--- Work item ---
Copy every line from the records below that holds the word "İnce".

═══ Records provided ═══

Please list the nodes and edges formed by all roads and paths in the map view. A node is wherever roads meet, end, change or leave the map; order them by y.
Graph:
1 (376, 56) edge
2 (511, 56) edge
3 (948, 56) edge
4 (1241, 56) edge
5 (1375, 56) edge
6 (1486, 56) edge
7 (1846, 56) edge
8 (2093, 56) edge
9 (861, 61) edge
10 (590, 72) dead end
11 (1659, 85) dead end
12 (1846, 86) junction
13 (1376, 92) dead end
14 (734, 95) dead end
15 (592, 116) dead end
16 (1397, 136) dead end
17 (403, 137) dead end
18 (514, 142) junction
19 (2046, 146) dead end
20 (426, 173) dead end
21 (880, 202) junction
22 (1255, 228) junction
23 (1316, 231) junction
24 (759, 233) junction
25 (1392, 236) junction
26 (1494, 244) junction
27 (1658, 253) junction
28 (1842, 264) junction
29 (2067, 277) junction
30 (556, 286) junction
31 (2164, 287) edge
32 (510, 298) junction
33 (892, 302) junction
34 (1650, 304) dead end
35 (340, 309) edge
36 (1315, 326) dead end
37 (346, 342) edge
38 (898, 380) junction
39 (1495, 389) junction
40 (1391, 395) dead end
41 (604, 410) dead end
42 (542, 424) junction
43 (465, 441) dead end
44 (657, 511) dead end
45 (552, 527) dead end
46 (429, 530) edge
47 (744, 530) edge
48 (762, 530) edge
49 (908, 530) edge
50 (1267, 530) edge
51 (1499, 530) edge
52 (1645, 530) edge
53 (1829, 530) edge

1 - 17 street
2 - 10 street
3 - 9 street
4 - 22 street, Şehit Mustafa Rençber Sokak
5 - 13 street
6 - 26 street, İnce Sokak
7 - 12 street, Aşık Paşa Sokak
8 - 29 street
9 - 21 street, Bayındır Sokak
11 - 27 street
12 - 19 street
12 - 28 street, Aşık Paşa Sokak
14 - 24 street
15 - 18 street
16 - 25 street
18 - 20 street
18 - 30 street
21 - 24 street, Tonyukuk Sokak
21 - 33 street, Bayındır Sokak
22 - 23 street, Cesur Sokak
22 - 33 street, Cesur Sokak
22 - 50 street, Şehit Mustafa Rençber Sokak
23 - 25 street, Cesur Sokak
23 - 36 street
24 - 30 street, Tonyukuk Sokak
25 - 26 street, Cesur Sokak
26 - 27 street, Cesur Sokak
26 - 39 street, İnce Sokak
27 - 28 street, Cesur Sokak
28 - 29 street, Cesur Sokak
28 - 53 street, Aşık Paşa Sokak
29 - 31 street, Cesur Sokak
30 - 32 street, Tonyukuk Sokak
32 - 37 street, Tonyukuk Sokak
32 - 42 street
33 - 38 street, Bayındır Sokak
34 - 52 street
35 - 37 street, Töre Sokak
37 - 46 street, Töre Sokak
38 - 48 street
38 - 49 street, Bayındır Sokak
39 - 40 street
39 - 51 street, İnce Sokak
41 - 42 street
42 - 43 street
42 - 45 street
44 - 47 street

═══

--- Answer for this exercise ---
6 - 26 street, İnce Sokak
26 - 39 street, İnce Sokak
39 - 51 street, İnce Sokak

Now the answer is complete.